=== Dataset extract ===

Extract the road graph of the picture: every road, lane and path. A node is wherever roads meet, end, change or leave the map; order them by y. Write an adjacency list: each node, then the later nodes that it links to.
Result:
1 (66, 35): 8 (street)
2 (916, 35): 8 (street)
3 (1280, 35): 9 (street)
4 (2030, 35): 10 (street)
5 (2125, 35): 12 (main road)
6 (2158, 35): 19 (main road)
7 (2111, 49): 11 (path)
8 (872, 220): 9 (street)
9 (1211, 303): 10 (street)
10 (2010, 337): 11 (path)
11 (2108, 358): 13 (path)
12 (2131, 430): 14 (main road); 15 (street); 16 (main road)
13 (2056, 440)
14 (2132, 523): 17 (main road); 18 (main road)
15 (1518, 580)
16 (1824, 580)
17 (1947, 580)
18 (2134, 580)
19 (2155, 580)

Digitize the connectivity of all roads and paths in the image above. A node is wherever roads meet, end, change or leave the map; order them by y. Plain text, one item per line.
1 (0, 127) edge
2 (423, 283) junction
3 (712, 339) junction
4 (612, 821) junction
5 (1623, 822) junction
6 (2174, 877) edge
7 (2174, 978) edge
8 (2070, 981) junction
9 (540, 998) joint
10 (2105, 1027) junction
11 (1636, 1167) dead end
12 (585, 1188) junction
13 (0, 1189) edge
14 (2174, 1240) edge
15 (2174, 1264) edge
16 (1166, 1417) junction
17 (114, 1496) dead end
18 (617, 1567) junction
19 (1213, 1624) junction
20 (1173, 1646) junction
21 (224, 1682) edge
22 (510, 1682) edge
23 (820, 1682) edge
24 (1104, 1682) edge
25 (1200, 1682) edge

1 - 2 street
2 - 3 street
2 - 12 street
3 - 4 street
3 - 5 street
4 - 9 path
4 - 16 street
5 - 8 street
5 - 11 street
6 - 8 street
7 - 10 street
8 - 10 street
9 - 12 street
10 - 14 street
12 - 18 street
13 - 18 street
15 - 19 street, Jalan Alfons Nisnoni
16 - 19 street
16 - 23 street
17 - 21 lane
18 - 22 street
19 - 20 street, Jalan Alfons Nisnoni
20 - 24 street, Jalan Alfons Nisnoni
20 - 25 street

===

Requirement →
The records above are to be copied out exactly, line for line.

Answer box →
Extract the road graph of the picture: every road, lane and path. A node is wherever roads meet, end, change or leave the map; order them by y. Write an adjacency list: each node, then the later nodes that it links to.
Result:
1 (66, 35): 8 (street)
2 (916, 35): 8 (street)
3 (1280, 35): 9 (street)
4 (2030, 35): 10 (street)
5 (2125, 35): 12 (main road)
6 (2158, 35): 19 (main road)
7 (2111, 49): 11 (path)
8 (872, 220): 9 (street)
9 (1211, 303): 10 (street)
10 (2010, 337): 11 (path)
11 (2108, 358): 13 (path)
12 (2131, 430): 14 (main road); 15 (street); 16 (main road)
13 (2056, 440)
14 (2132, 523): 17 (main road); 18 (main road)
15 (1518, 580)
16 (1824, 580)
17 (1947, 580)
18 (2134, 580)
19 (2155, 580)

Digitize the connectivity of all roads and paths in the image above. A node is wherever roads meet, end, change or leave the map; order them by y. Plain text, one item per line.
1 (0, 127) edge
2 (423, 283) junction
3 (712, 339) junction
4 (612, 821) junction
5 (1623, 822) junction
6 (2174, 877) edge
7 (2174, 978) edge
8 (2070, 981) junction
9 (540, 998) joint
10 (2105, 1027) junction
11 (1636, 1167) dead end
12 (585, 1188) junction
13 (0, 1189) edge
14 (2174, 1240) edge
15 (2174, 1264) edge
16 (1166, 1417) junction
17 (114, 1496) dead end
18 (617, 1567) junction
19 (1213, 1624) junction
20 (1173, 1646) junction
21 (224, 1682) edge
22 (510, 1682) edge
23 (820, 1682) edge
24 (1104, 1682) edge
25 (1200, 1682) edge

1 - 2 street
2 - 3 street
2 - 12 street
3 - 4 street
3 - 5 street
4 - 9 path
4 - 16 street
5 - 8 street
5 - 11 street
6 - 8 street
7 - 10 street
8 - 10 street
9 - 12 street
10 - 14 street
12 - 18 street
13 - 18 street
15 - 19 street, Jalan Alfons Nisnoni
16 - 19 street
16 - 23 street
17 - 21 lane
18 - 22 street
19 - 20 street, Jalan Alfons Nisnoni
20 - 24 street, Jalan Alfons Nisnoni
20 - 25 street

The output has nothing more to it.